### WHAT YOU HAVE TO DO
The lines to copy are those holding the string "Pipchin" in the entries below.

(Stored items)
====

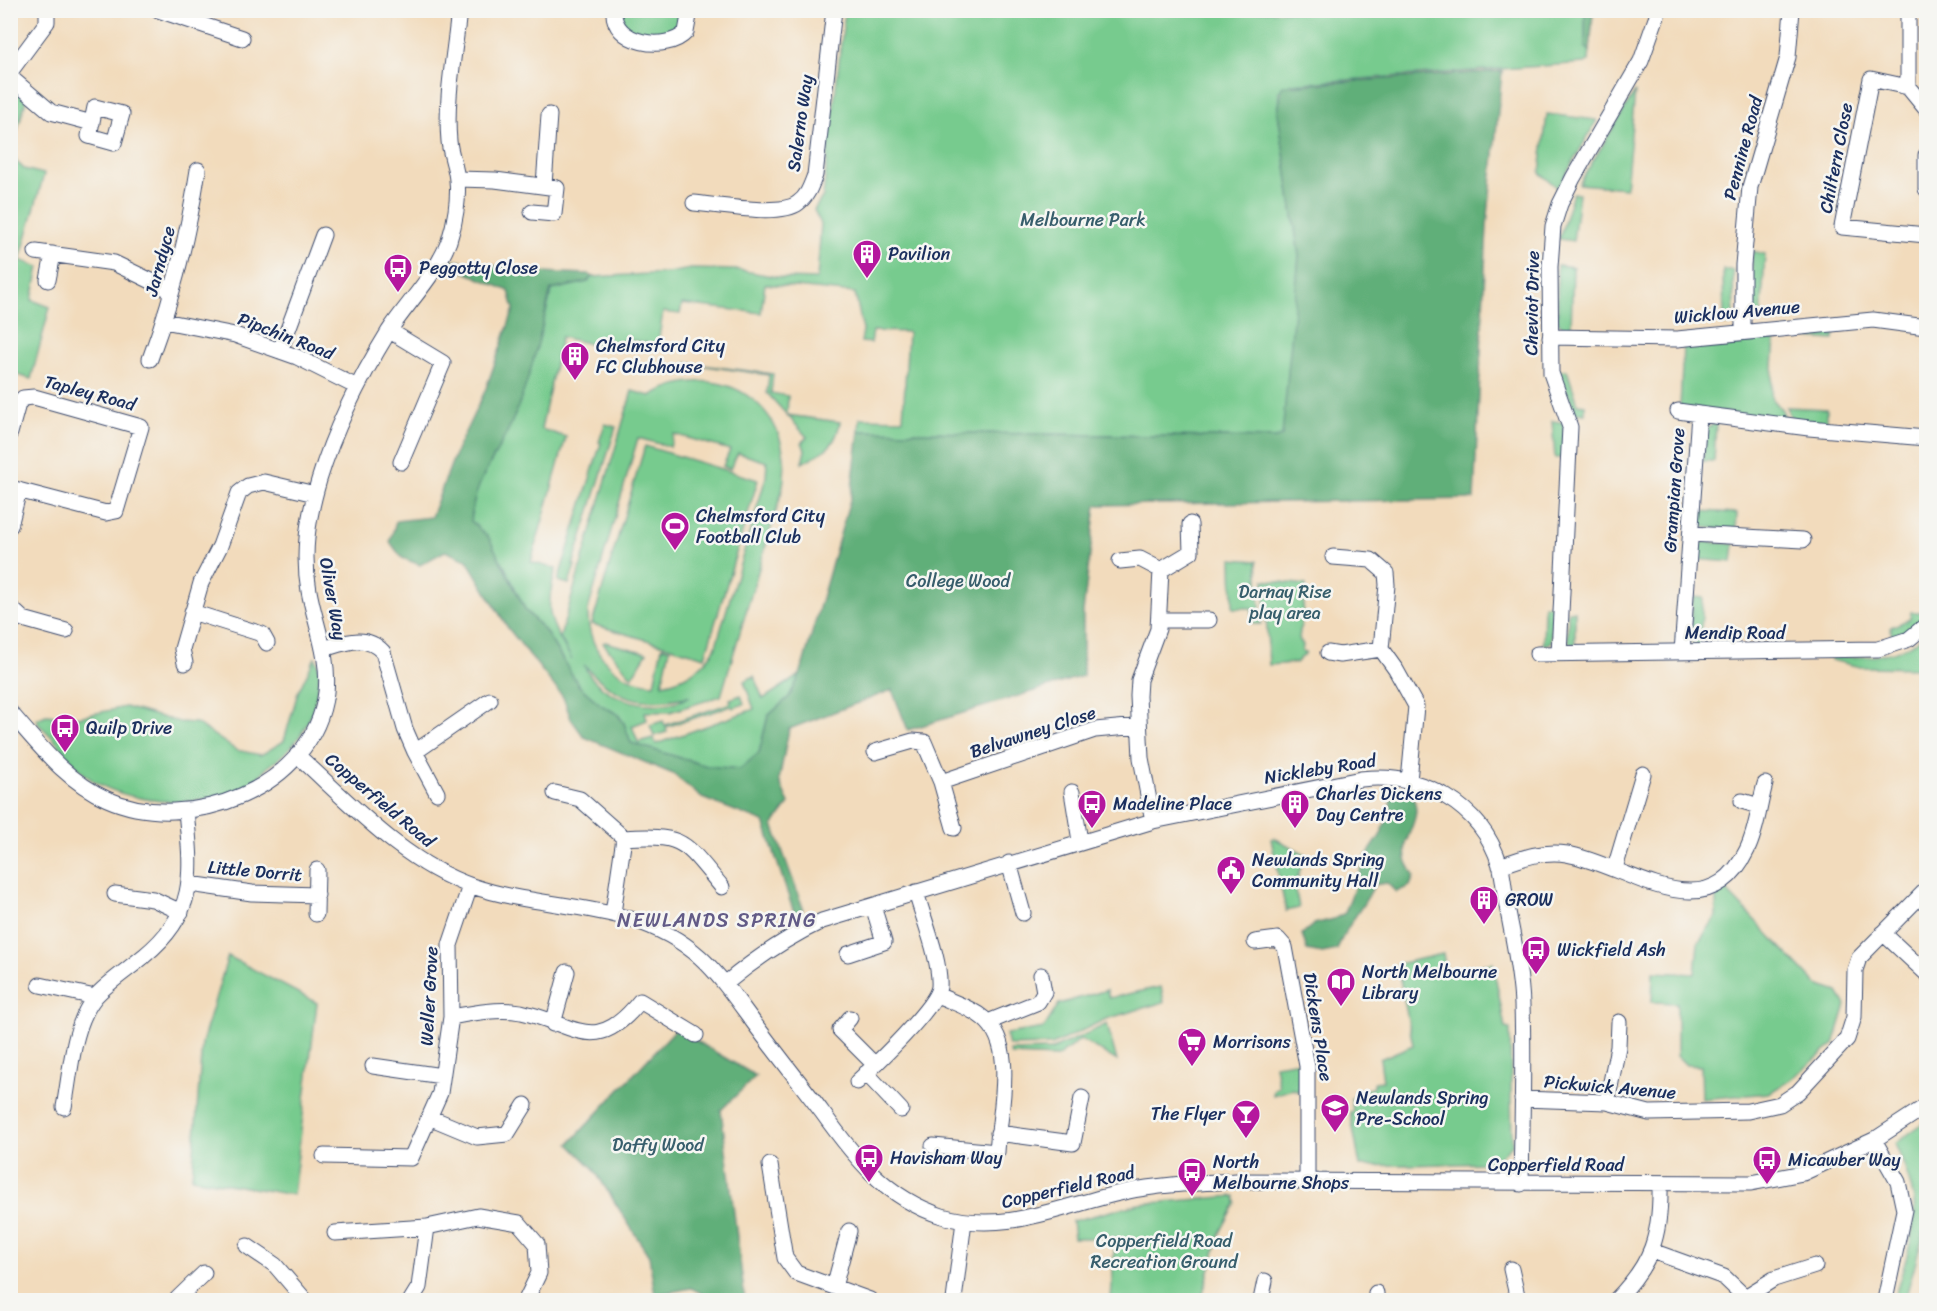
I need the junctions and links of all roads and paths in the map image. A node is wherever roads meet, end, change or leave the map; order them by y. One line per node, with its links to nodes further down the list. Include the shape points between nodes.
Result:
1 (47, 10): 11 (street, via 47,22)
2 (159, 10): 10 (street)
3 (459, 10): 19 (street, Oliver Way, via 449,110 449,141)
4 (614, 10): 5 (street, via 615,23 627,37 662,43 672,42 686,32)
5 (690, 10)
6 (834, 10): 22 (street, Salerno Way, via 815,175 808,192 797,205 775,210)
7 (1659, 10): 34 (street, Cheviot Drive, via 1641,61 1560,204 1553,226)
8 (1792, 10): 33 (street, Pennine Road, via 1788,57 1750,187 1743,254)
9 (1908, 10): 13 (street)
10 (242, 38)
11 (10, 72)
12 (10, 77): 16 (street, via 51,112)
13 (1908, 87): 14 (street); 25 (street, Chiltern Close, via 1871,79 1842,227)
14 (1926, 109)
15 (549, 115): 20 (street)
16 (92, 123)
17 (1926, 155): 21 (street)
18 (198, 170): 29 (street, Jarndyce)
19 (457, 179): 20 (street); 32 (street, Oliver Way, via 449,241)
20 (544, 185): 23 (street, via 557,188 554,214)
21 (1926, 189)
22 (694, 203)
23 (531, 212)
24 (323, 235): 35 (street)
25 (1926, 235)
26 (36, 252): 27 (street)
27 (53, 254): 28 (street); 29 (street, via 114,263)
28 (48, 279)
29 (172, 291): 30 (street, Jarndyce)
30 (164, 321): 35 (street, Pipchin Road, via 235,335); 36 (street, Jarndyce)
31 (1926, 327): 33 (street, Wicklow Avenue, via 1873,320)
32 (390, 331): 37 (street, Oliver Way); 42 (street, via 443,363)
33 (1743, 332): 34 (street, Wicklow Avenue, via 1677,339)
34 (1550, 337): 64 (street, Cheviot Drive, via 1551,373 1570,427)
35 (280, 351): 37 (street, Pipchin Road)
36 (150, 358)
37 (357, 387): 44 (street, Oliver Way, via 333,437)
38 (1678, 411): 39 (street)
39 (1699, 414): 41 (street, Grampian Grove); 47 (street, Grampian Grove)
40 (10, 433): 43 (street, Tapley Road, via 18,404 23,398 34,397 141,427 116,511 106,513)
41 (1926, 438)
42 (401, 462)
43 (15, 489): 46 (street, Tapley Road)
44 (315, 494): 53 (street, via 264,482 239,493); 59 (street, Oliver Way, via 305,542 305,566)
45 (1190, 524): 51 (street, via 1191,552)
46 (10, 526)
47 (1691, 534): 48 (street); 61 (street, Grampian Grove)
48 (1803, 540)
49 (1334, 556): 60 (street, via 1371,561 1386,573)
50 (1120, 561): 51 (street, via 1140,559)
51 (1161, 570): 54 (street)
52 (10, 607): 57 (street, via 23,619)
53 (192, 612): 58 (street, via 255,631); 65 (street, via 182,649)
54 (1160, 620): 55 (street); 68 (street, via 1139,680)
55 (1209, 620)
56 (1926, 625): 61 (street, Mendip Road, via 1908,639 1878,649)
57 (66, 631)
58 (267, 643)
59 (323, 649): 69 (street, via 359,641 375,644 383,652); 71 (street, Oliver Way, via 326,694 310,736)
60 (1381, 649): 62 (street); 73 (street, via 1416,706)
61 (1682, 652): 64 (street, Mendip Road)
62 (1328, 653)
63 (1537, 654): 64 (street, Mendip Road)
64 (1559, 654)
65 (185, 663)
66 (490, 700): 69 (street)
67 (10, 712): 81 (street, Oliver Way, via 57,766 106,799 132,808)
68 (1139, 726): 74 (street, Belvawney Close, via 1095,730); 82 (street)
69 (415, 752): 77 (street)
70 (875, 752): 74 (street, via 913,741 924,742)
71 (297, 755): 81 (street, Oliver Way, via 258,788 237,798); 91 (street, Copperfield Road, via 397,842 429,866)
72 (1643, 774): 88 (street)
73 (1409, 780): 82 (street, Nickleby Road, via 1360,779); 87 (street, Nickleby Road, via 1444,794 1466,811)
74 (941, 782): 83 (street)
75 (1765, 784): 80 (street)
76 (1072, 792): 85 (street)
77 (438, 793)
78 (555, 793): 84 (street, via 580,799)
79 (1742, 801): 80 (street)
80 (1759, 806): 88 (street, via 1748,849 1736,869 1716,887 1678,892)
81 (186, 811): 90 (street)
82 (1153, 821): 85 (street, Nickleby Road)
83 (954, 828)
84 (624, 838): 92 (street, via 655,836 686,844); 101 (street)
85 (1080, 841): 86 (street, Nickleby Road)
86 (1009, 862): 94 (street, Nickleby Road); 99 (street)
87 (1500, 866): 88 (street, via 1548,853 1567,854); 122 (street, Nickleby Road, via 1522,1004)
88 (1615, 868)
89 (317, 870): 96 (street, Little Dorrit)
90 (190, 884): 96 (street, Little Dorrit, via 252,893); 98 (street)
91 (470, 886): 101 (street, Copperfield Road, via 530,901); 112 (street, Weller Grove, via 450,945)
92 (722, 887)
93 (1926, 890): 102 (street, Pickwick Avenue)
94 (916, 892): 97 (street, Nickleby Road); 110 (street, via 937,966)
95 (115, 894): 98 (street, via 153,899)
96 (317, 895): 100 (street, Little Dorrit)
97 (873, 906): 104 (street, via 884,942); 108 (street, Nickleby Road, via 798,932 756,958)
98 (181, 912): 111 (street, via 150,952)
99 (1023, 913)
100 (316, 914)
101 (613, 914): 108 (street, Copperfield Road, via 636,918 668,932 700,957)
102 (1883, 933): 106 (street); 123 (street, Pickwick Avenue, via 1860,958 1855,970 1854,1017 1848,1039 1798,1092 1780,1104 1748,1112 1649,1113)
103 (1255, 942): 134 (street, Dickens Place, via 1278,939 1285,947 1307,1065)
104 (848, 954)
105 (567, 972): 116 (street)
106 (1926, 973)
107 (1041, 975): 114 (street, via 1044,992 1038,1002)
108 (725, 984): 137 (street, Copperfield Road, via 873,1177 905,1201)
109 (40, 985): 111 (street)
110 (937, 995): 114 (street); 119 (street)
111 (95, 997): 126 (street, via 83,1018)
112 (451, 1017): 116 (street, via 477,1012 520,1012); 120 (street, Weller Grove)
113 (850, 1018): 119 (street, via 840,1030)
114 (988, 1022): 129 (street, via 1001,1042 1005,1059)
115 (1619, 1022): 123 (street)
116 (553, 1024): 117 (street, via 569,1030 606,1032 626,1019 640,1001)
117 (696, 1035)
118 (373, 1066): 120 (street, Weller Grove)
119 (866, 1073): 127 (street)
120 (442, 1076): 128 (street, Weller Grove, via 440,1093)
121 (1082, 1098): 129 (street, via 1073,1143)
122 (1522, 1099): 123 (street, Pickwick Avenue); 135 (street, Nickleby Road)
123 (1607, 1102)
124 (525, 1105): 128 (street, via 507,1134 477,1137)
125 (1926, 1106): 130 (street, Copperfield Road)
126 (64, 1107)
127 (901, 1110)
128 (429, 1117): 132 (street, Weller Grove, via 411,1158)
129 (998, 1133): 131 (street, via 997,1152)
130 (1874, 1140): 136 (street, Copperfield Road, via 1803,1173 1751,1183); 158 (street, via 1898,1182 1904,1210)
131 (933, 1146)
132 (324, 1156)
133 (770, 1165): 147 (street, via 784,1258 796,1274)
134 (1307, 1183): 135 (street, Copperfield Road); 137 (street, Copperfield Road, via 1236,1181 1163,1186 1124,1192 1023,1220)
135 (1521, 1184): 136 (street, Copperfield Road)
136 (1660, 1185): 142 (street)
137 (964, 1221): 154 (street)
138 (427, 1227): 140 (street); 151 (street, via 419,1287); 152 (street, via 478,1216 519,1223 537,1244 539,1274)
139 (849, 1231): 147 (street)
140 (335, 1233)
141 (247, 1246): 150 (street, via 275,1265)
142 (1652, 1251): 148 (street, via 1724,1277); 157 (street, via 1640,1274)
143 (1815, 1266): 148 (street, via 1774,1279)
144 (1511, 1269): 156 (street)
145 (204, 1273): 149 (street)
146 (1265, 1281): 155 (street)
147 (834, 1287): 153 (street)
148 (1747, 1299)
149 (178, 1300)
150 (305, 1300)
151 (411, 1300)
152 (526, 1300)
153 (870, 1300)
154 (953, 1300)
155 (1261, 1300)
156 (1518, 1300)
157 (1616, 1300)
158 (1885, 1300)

====

### RESPONSE AREA
30 (164, 321): 35 (street, Pipchin Road, via 235,335); 36 (street, Jarndyce)
35 (280, 351): 37 (street, Pipchin Road)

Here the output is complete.